I remember a conversation with a friend a couple of years ago about Nick Hornby
's High Fidelity
. She told me that she never got around to finishing the book because it was too British. I always found it odd that she said that, because I didn't think that he was too British; in fact, Hornby'd even denied so during interviews. When talking about influences, he'd always talk about American writer Anne Tyler, and he always shrugged off comparisons to contemporary British writers like Martin Amis. If anything, he said, his voice was closer to that of Martin's father, Kingsley Amis.
Anyway, I bring this up because I just finished reading my first Amis novel, Yellow Dog
, and now *that* is a very British novel. I'm not yet familiar with Amis' other work, but this one read like a very British Elmore Leonard, or an early Guy Ritchie film in print, with Amis' stylized prose subbing in for the visual flourish of Lock, Stock, and Two Smoking Barrels
. It's not always a good thing; it wasn't the easiest book to read, British-ness aside, but it did tie things together neatly in the end.

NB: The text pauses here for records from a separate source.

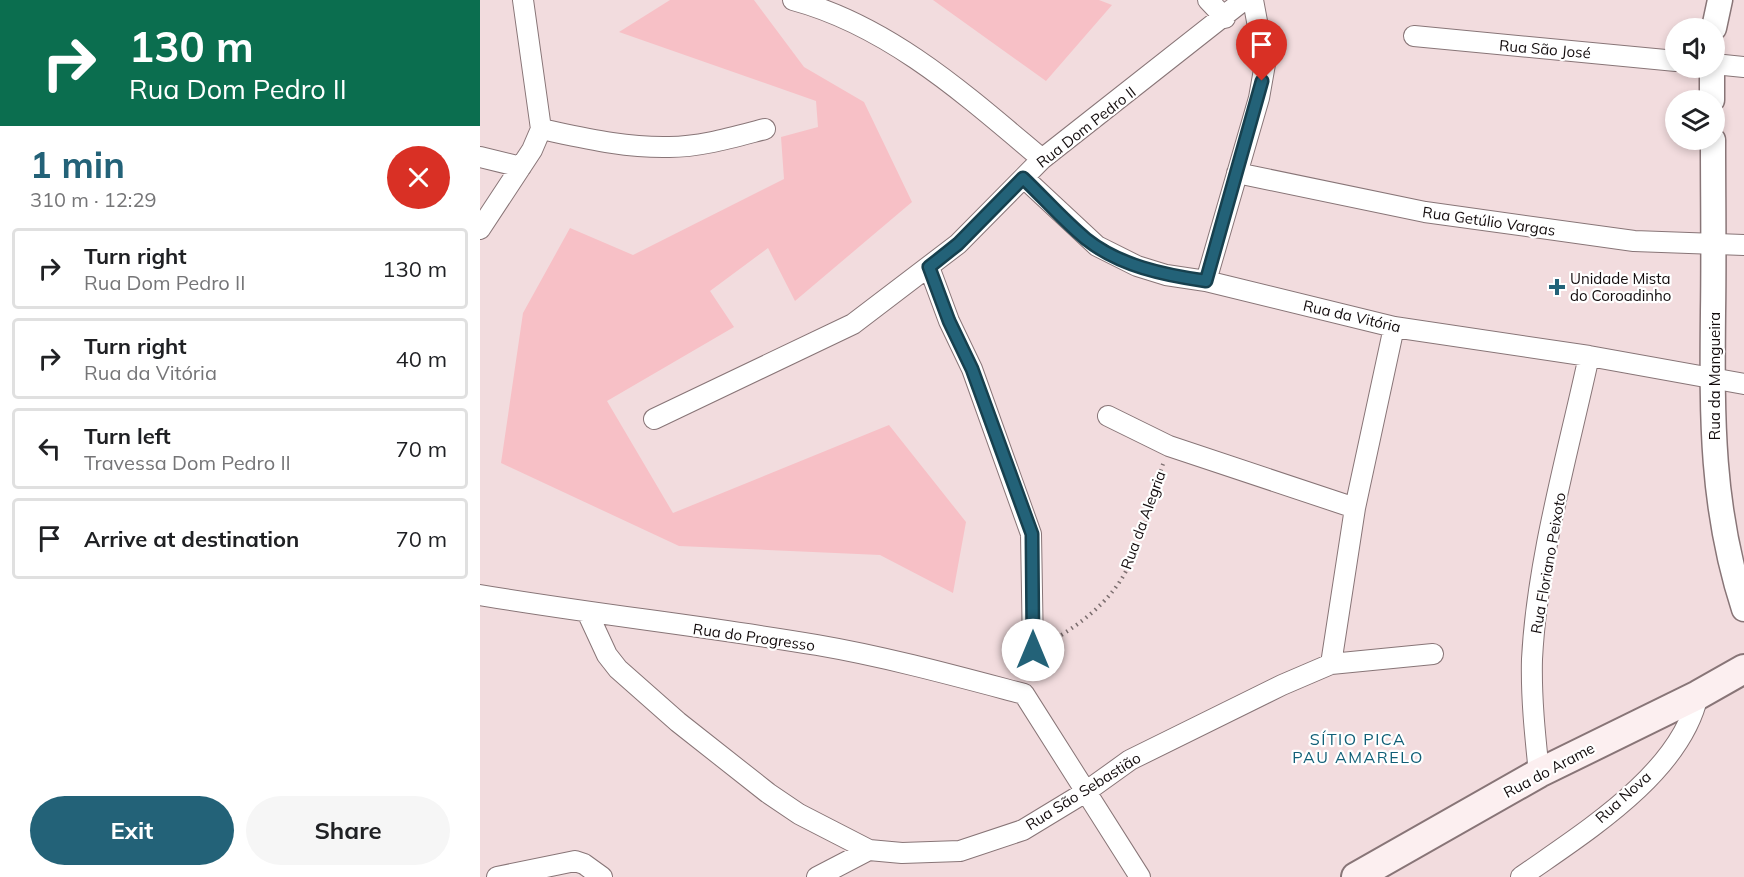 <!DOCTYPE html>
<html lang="en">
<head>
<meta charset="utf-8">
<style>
	body { margin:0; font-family:Mulish,sans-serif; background:#f6f6f6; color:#202124; height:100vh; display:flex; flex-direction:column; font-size:22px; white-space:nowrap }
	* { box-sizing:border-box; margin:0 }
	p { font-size:20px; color:#757577 }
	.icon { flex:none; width:33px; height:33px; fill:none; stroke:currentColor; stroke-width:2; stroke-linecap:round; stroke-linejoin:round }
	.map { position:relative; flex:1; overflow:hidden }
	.sheet { display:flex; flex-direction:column; background:#fff; width:480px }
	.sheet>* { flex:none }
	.top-card { background:#0b6e4f; color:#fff; overflow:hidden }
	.fabs { position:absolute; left:1185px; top:18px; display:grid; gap:12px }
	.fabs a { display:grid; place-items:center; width:60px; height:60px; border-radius:50%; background:#fff; box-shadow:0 3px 9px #0003; font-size:30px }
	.pin { position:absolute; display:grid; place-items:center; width:51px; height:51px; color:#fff; margin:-62px -26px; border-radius:50% 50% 50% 0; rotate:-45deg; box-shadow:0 0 6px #0007 }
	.pin .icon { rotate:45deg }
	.me { position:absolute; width:66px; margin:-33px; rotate:0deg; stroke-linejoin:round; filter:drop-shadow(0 0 4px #0008) }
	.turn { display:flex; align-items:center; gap:21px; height:126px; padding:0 30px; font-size:27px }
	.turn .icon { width:78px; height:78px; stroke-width:2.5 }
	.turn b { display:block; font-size:42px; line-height:51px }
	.round { display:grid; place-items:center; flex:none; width:63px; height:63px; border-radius:32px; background:#f6f6f6 }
	.summary { display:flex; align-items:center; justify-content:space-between; height:102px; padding:0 30px }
	h1 { font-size:36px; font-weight:700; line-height:45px; color:#236278 }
	.cta { display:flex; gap:12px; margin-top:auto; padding:12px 30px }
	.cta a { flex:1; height:69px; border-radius:36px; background:#236278; color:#fff; font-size:24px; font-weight:700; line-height:69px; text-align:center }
	.cta a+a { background:#f6f6f6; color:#202124 }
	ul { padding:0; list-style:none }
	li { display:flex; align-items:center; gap:18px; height:81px; margin:0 12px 9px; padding:0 18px; border:3px solid #e0e0e0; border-radius:6px }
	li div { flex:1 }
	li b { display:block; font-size:22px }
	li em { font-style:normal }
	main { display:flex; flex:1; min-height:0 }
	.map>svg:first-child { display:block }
	.green { fill:#f7c0c6 }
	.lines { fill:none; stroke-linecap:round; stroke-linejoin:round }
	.minor-casing { stroke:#887577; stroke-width:22 }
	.tertiary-casing { stroke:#887577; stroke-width:27 }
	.secondary-casing { stroke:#887577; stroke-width:32 }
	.path { stroke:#7c6e6f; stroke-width:4; stroke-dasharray:1.5 4.5; stroke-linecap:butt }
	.minor { stroke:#fff; stroke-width:20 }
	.tertiary { stroke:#fff; stroke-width:24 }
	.secondary { stroke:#fceff0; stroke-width:28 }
	.route-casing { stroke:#17404e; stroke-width:15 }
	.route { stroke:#236278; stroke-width:10 }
	.poi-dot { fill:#236278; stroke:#fff; stroke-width:2 }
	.labels { text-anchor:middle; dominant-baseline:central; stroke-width:4.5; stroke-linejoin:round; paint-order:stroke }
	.street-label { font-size:15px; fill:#130c0d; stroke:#fff }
	.poi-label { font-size:15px; fill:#130c0d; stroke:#fff; text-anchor:start }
	.neighbourhood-label { font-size:16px; letter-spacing:1.5px; fill:#105f77; stroke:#fff }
</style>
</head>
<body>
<main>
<section class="sheet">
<div class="top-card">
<div class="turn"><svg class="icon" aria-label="right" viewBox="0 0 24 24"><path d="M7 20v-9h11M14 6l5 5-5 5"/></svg><div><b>130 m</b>Rua Dom Pedro II</div></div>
</div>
<div class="summary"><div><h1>1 min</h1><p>310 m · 12:29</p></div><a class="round" style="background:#d93025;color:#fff"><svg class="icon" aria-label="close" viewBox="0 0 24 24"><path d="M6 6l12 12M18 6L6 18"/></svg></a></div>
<ul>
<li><svg class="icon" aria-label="right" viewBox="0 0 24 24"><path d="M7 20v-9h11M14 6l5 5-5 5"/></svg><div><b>Turn right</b><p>Rua Dom Pedro II</p></div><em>130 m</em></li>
<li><svg class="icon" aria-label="right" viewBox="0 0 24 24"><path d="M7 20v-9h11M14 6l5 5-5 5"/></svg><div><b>Turn right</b><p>Rua da Vitória</p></div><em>40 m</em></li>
<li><svg class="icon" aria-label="left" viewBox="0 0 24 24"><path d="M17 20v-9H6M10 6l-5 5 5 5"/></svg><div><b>Turn left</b><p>Travessa Dom Pedro II</p></div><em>70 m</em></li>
<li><svg class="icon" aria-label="arrive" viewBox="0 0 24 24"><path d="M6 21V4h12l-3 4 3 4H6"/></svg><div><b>Arrive at destination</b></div><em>70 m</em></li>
</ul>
<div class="cta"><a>Exit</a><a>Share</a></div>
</section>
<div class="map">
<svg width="1264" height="877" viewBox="0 0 1264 877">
	<rect width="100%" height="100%" fill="#f2dcde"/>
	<!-- green -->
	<path class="green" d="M190,0H274L324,67L384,102L432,202L315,301L288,248L230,291L254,327L127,401L193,513L409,425L486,522L473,593L400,555L199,546L21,463L43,313L90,228L153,255L304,179L301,137L338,127L336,101L139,32Z
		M453,0H619L632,5L566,81Z"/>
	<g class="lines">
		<!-- minor casing -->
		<g class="minor-casing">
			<path id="minor" d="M313,0C410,26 487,96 562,159
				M728,0L745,18
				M934,36L1196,61
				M1234,64L1264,67
				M61,129C104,138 145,148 189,147C221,147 254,137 285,129
				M0,157L41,167
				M757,173L945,212L1154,241L1264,245
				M544,178L617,246L657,266L686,275L726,281L914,327L1109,356L1264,384
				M0,229L52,150L61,129L43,0
				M449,267L469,321L492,369L551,534L553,650
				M726,281L779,98L785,64L773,0
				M628,416L689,446L875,508
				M174,419L373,324L478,244L562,159L764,0
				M0,595C112,614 225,626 337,645C407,657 476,676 544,694L660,877
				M108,614L127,655L138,669L198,722L288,793L319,814L389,850L422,853L480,851L543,830L604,793L650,760L802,685L851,664L953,654
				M851,664L875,508L914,327
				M1059,773C1055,735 1051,697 1052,659C1057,560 1088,453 1109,356
				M17,877L95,861L104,864L122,877
				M337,877L389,850
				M1041,877C1103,833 1201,774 1218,695"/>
		</g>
		<!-- tertiary casing -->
		<g class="tertiary-casing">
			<path id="tertiary" d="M1234,28L1240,0
				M1232,68V100
				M1233,140C1233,197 1234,255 1233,312C1232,417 1231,508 1264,609"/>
		</g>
		<!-- secondary casing -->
		<g class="secondary-casing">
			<path id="secondary" d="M876,877L1059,773L1218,695L1264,669"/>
		</g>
		<!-- path -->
		<path class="path" d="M571,641C600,625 632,600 647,569C663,537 671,498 683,464"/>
		<!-- minor -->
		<use href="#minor" class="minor"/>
		<!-- tertiary -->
		<use href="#tertiary" class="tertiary"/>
		<!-- secondary -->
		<use href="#secondary" class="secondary"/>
	</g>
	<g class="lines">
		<!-- route casing -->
		<g class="route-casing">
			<path id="route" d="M553,650L552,534L492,369L469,321L449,267L478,244L543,178C564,198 584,221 606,239C640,266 684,275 726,281L782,81"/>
		</g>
		<!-- route -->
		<use href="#route" class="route"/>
	</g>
	<!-- markers -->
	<path class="poi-dot" d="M1074 278h6v6h6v6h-6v6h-6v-6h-6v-6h6z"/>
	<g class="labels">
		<!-- street labels -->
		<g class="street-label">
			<text transform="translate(1065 49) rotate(5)">Rua São José</text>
			<text transform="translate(606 127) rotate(-38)">Rua Dom Pedro II</text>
			<text transform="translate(1009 221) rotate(8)">Rua Getúlio Vargas</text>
			<text transform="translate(872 316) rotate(13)">Rua da Vitória</text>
			<text transform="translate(1234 376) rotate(-90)">Rua da Mangueira</text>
			<text transform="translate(663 520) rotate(-70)">Rua da Alegria</text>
			<text transform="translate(1068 563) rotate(-80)">Rua Floriano Peixoto</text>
			<text transform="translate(274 637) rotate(8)">Rua do Progresso</text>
			<text transform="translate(1069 770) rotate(-28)">Rua do Arame</text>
			<text transform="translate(603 791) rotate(-32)">Rua São Sebastião</text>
			<text transform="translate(1143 797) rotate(-42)">Rua Nova</text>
		</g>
		<!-- poi labels -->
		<g class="poi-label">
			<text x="1090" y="278">Unidade Mista<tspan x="1090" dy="17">do Coroadinho</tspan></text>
		</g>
		<!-- neighbourhood labels -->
		<g class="neighbourhood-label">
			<text x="878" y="739">SÍTIO PICA<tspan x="878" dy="18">PAU AMARELO</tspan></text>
		</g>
	</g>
</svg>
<div class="fabs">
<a><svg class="icon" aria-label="sound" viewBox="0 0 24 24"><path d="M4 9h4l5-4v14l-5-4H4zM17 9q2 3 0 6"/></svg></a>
<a><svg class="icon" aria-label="layers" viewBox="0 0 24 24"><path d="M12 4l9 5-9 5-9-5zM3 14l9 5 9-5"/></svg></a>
</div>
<div class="pin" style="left:782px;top:81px;background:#d93025"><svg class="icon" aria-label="arrive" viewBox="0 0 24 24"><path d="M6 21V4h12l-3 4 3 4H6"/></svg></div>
<svg class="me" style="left:553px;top:650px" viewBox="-20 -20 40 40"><circle r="19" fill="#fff"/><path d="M0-13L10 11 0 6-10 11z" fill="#236278"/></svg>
</div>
</main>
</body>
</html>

Speaking of Brits, I caught this very funny interview of Russell Brand on Conan
the other night. I hadn't seen any of Brand's films, but I heard he was such a phenomenon in the UK. I had seen him on Leno, and I thought that he looked so flamboyantly gay. Then I saw him on TMZ, which highlighted his womanizing; ang tulis pala ni Russell Brand
. It reminds me of that old SNL skit about former British Prime Minister Tony Blair. "He's not gay... he's just English!"